When a particular user logs in to a Linux machine, certain files are sourced, like perhaps .bashrc, .bash_profile, etc... Sometimes different shells mean different files are sourced. And of course the user might have something setup to source certain custom files of their own.

My question: Is there a way for root/su to determine a list of every file that is sourced for any given user when they login?


inotifywatch may help. Packaged in inotify-tools. Use as the user of files/dir for home dir being watched, not sudo, or you'll get errors on .gvfs if running a newer gnome.

inotify will only tell you which files get accessed/created/modified/deleted.

$ inotifywatch -r /home/username/.* /home/username/*
Establishing watches...

in another terminal

$ cat /home/username/.bashrc 

in inotifywatch terminal ctrl-c to end

Finished establishing watches, now collecting statistics.
total  access  modify  close_nowrite  open  filename
3      1       0       1              1     /home/username/.bashrc

For your specific request, all files accessed during login.
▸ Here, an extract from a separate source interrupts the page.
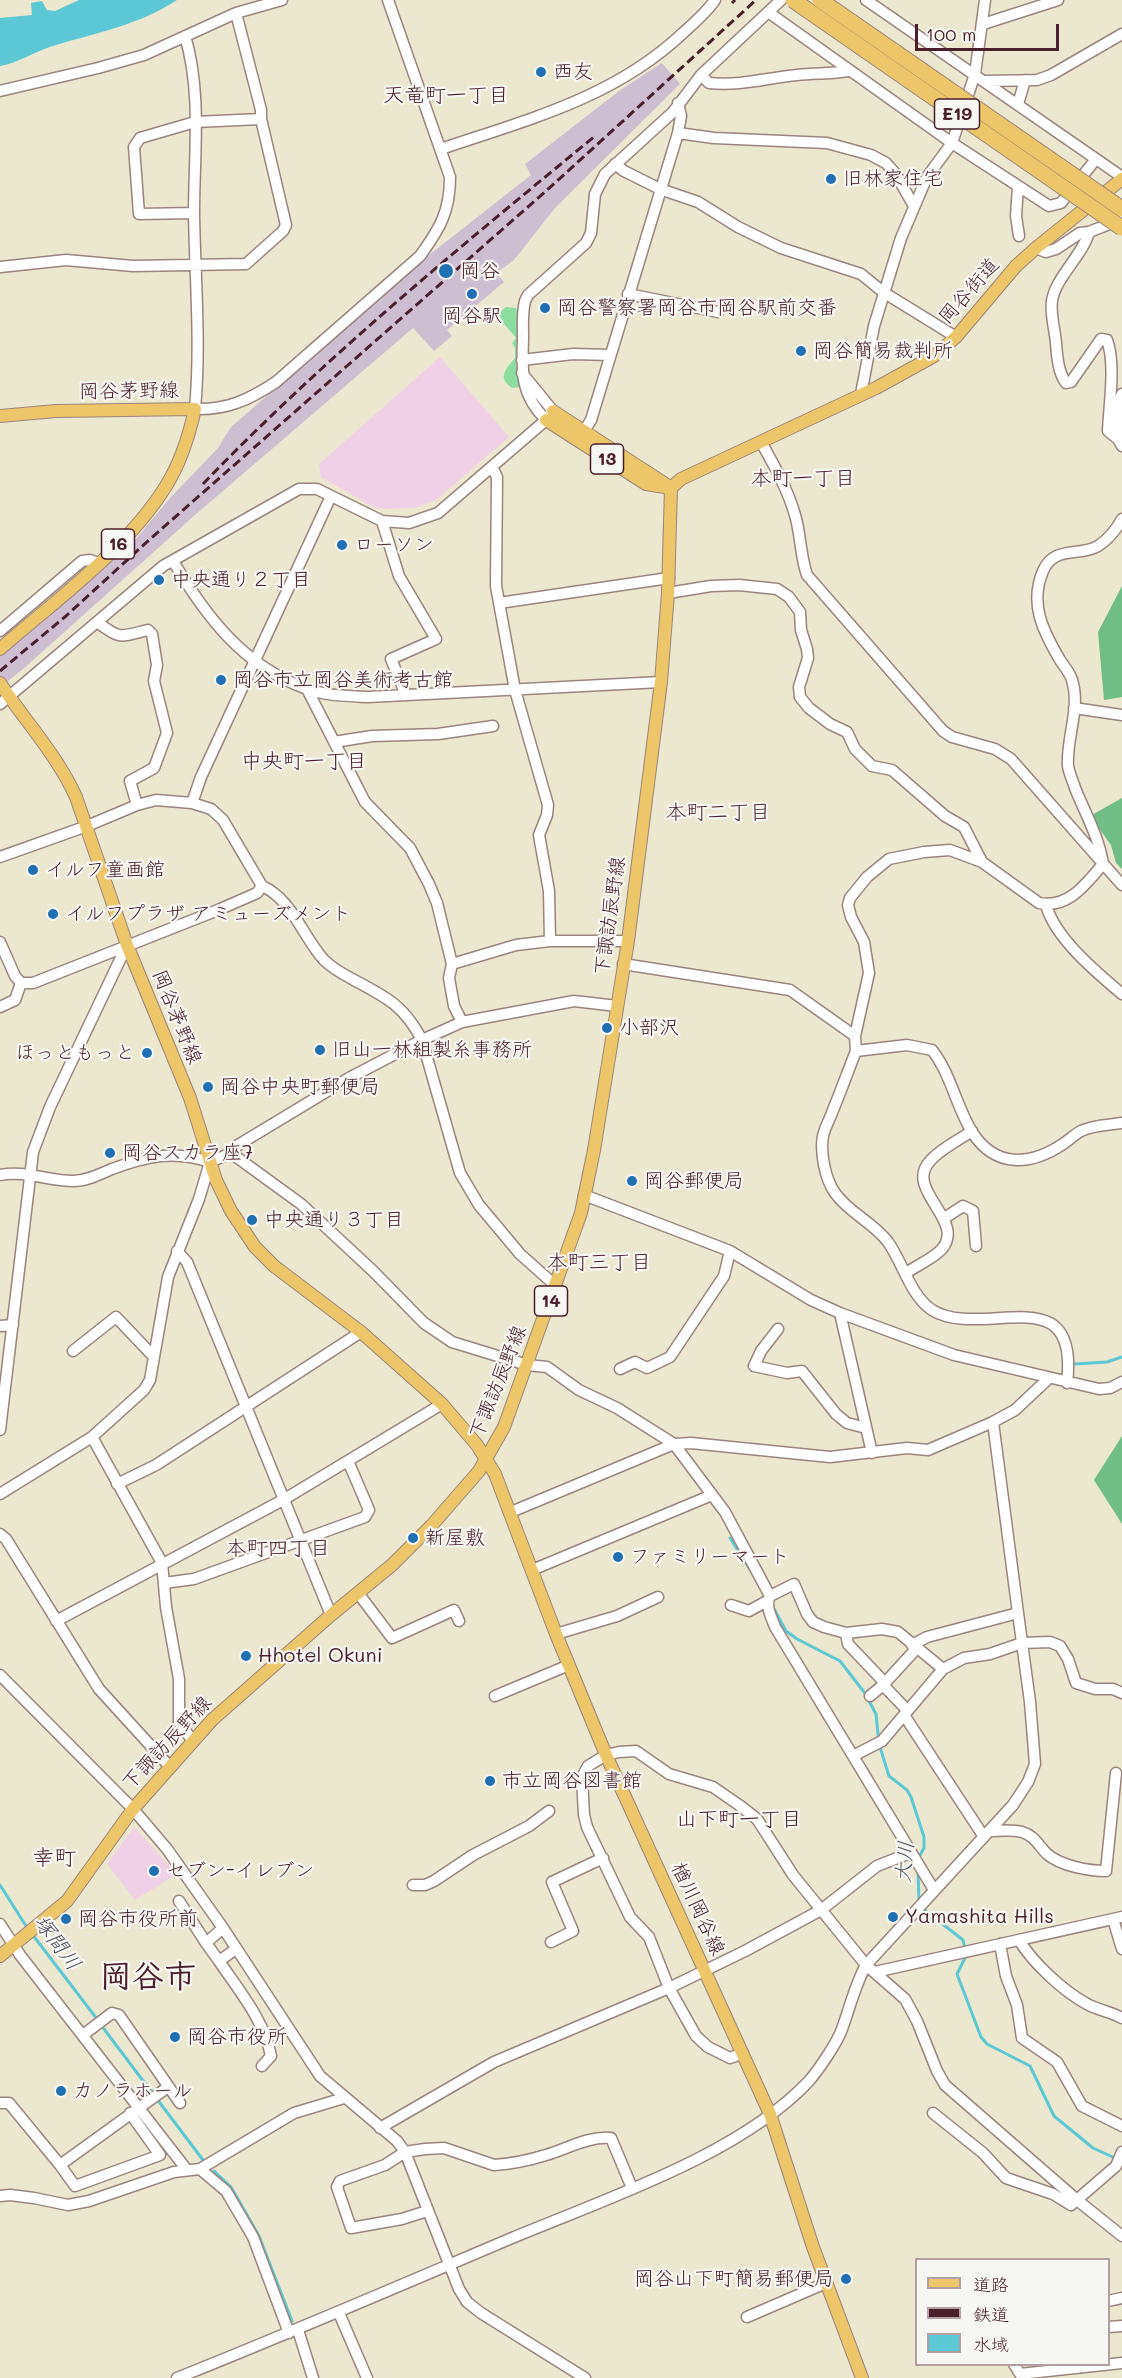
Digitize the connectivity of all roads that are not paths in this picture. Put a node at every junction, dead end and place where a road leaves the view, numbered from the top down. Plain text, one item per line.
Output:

$ inotifywatch -r /home/username/.* /home/username/*
Establishing watches...

in another terminal

$ sudo su
# login username

in inotifywatch terminal ctrl-c to end

You may want to redirect the inotifywatch to a file if using a fat desktop like gnome or kde. Or increase your scrollback in the inotifywatch terminal. In gnome 3, thousands of homedir files are accessed during login. You'll probably want to either exclude directories or make a specific dir/file list to watch.

  • What about /etc/* files? – Jeff Ferland Jun 3 '11 at 18:54
  • inotifywatch -r /home/username/.* /home/username/* /etc/* – joe Jun 4 '11 at 18:33
  • Well yes, expanding the commandline to monitor that directory will show files accessed from it. I was wondering if you might have something that would tie to a given process. It occurs to me, though, that filtering the results afterwards probably makes as much sense. – Jeff Ferland Jun 4 '11 at 19:51

You can add additional code into each dotfile, in example:


if [ ! -z "$PS1" ]; then # Determine whether Bash is running interactively or not.
  echo $(basename $BASH_SOURCE) loaded.

and similar for .bash_profile, .bash_aliases, .profile, etc.

So when you log-in, you'll see which files are loaded and what was the exact order. If you don't want to print anything on the screen (e.g. for the users), then log it into the file instead. In example:

echo # $(basename $BASH_SOURCE) loaded for $USER. >> ~/.bash_history

You can check the above solution in my dotfiles.


One way, rather inefficient way, is to boot the computer, have the person login. Then mount the drive with noatime so the access time doesn't get updated anymore, then use find to dump a list of files accessed in the time period the user logged in.